Nem só de religião vive o ateu
O ateísmo, por si só e nos tempos que correm, não é nada de excitante. A ausência de alguma coisa não significa que haja um vazio a preencher. Ser-se ateu é apenas uma recusa em acreditar em deuses. Ora, posto isto a discussão acaba aqui. Não há uma mundividência ateia, um sistema ético ateu ou um modo de vida ateu. Este último no sentido em que o ateísmo não acrescenta, apenas retira. Não significa que o modo de vida de um ateu não seja rico e preenchido – por outros meios.

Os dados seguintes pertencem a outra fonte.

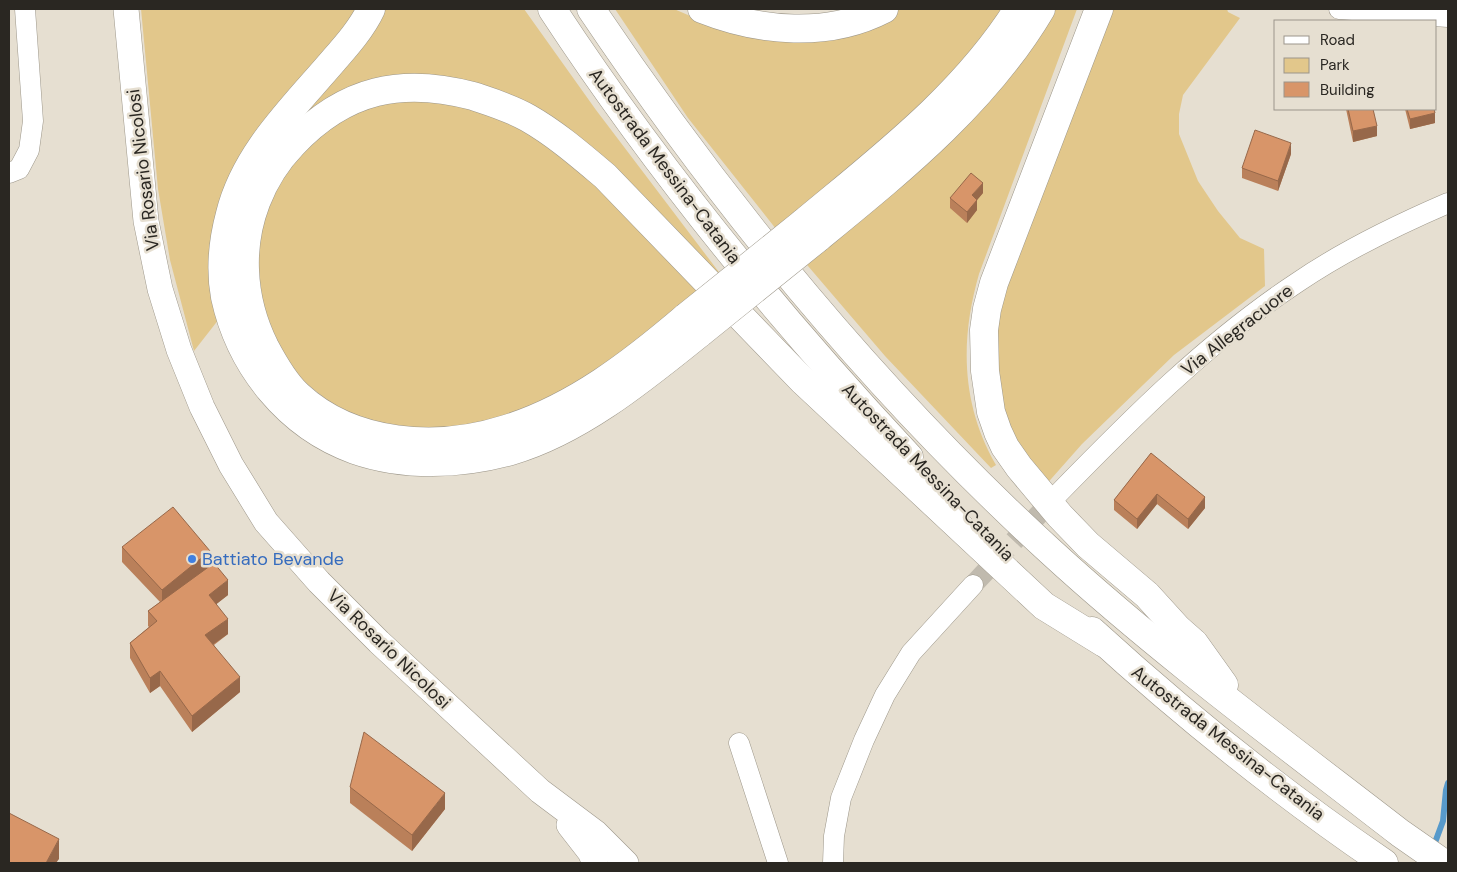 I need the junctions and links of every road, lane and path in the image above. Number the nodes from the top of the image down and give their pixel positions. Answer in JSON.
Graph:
{"nodes":[{"id":1,"x":25,"y":9,"type":"edge"},
{"id":2,"x":126,"y":9,"type":"edge"},
{"id":3,"x":372,"y":9,"type":"edge"},
{"id":4,"x":552,"y":9,"type":"edge"},
{"id":5,"x":591,"y":9,"type":"edge"},
{"id":6,"x":702,"y":9,"type":"edge"},
{"id":7,"x":884,"y":9,"type":"edge"},
{"id":8,"x":1018,"y":9,"type":"edge"},
{"id":9,"x":1041,"y":9,"type":"edge"},
{"id":10,"x":1088,"y":9,"type":"edge"},
{"id":11,"x":1099,"y":9,"type":"edge"},
{"id":12,"x":1339,"y":9,"type":"edge"},
{"id":13,"x":1448,"y":17,"type":"edge"},
{"id":14,"x":14,"y":171,"type":"edge"},
{"id":15,"x":1448,"y":202,"type":"edge"},
{"id":16,"x":811,"y":230,"type":"junction"},
{"id":17,"x":693,"y":325,"type":"junction"},
{"id":18,"x":1056,"y":497,"type":"tunnel mouth"},
{"id":19,"x":973,"y":585,"type":"tunnel mouth"},
{"id":20,"x":1177,"y":628,"type":"junction"},
{"id":21,"x":1104,"y":643,"type":"junction"},
{"id":22,"x":1244,"y":712,"type":"junction"},
{"id":23,"x":739,"y":743,"type":"dead end"},
{"id":24,"x":540,"y":791,"type":"junction"},
{"id":25,"x":1383,"y":862,"type":"edge"},
{"id":26,"x":595,"y":863,"type":"edge"},
{"id":27,"x":626,"y":863,"type":"edge"},
{"id":28,"x":778,"y":863,"type":"edge"},
{"id":29,"x":833,"y":863,"type":"edge"},
{"id":30,"x":1443,"y":863,"type":"edge"}],
"edges":[{"from":1,"to":14,"type":"street"},
{"from":2,"to":24,"type":"main road","name":"Via Rosario Nicolosi"},
{"from":3,"to":17,"type":"highway"},
{"from":4,"to":21,"type":"highway","name":"Autostrada Messina-Catania"},
{"from":5,"to":22,"type":"highway","name":"Autostrada Messina-Catania"},
{"from":6,"to":7,"type":"highway"},
{"from":8,"to":16,"type":"highway"},
{"from":9,"to":16,"type":"highway"},
{"from":10,"to":20,"type":"highway"},
{"from":11,"to":20,"type":"highway"},
{"from":12,"to":13,"type":"street"},
{"from":15,"to":18,"type":"street","name":"Via Allegracuore"},
{"from":16,"to":17,"type":"highway","bridge":true},
{"from":17,"to":21,"type":"highway"},
{"from":19,"to":29,"type":"street"},
{"from":20,"to":22,"type":"highway"},
{"from":21,"to":25,"type":"highway","name":"Autostrada Messina-Catania"},
{"from":22,"to":30,"type":"highway","name":"Autostrada Messina-Catania"},
{"from":23,"to":28,"type":"street"},
{"from":24,"to":26,"type":"main road"},
{"from":24,"to":27,"type":"main road"}]}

Em suma, o ateísmo não é uma religião e não pretende oferecer nada além dessa ausência.
Para que eu seja ateia é necessário que exista religião e que ela seja prevalente. O ateísmo existe apenas como reação ao mundo infetado em que vivemos, tomado conta por um vírus existencial que recusa emancipar-se de um pai ultrapassado e senil que há muito devia ter deixado de ditar as regras lá em casa. Neste sentido, o ateísmo vive da religião porque na sua ausência seríamos apenas normais.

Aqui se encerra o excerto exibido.